Reporter: Stephen J Williams, PhD @StephenJWillia2

 

Genome editing offers the potential of new and effective treatments for genetic diseases. As companies work to develop these treatments, regulators are focused on ensuring that any such products meet applicable safety and efficacy requirements. This panel will discuss how European Union and United States regulators are approaching therapeutic use of genome editing, issues in harmonization between these two – and other – jurisdictions, challenges faced by industry as regulatory positions evolve, and steps that organizations and companies can take to facilitate approval and continued efforts at harmonization.

 

CBER:  because of the nature of these gene therapies, which are mainly orphan, there is expedited review.  Since they started this division in 2015, they have received over 1500 applications.

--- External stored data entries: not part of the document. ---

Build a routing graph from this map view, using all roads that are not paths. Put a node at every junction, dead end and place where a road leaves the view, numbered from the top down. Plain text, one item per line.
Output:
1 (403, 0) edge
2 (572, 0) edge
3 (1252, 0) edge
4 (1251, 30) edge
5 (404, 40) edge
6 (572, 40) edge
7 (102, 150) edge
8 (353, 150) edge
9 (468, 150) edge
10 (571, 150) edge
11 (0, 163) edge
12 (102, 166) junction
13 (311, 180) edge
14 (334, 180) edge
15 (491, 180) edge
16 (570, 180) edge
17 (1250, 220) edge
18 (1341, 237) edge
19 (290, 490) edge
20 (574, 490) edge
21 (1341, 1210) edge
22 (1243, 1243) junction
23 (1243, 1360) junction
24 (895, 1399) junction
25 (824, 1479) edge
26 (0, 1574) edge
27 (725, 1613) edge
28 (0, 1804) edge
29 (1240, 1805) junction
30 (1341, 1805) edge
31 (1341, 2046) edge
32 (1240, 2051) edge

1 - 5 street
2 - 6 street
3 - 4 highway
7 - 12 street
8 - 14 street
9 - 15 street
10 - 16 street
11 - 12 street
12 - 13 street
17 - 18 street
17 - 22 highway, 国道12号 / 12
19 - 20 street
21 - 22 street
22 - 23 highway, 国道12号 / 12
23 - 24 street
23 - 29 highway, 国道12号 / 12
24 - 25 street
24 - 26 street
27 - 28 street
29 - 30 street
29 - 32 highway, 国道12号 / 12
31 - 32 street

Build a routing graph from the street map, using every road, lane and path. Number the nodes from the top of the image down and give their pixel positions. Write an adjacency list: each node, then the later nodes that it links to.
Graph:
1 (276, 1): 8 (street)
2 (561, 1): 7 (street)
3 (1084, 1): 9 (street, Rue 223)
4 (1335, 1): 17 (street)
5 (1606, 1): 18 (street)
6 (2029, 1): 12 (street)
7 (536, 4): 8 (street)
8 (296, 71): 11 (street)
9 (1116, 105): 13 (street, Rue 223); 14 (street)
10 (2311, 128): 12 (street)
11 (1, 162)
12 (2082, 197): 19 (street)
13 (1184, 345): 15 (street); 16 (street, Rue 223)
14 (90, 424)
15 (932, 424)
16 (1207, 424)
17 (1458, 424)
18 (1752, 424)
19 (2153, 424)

Spark: Most of the issues were issues with the primary disease not the gene therapy so they had to make new endpoint tests so had talks with FDA before they entered phase III.   There has been great collaboration with FDA,  now they partnered with Novartis to get approval outside US.  You should be willing to partner with EU pharmas to expedite the regulatory process outside US.  In China the process is new and Brazil is behind on their gene therapy guidance.  However there is the new issue of repeat testing of your manufacturing process, as manufacturing of gene therapies had been small scale before. However he notes that problems with expedited review is tough because you don’t have alot of time to get data together.  They were lucky that they had already done a randomized trial.

Sidley Austin:  EU regulatory you make application with advance therapy you don’t have a national option, the regulation body assesses a committee to see if has applicability. Then it goes to a safety committee.  EU has been quicker to approve these advance therapies. Twenty five percent of their applications are gene therapies.  Companies having issues with manufacturing.  There can be issues when the final application is formalized after discussions as problems may arise between discussions, preliminary applications, and final applications.

Sarepta: They have a robust gene therapy program.  Their lead is a therapy for DMD (Duchenne’s Muscular Dystrophy) where affected males die by 25. Japan and EU have different regulatory applications and although they are similar and data can be transferred there is more paperwork required by EU.  The US uses an IND for application. Global feedback is very challenging, they have had multiple meetings around the world and takes a long time preparing a briefing package….. putting a strain on the small biotechs.  No company wants to be either just EU centric or US centric they just want to get out to market as fast as possible.

 

Please follow LIVE on TWITTER using the following @ handles and # hashtags:

@Handles

@pharma_BI

@AVIVA1950

@BIOConvention

# Hashtags

#BIO2019 (official meeting hashtag)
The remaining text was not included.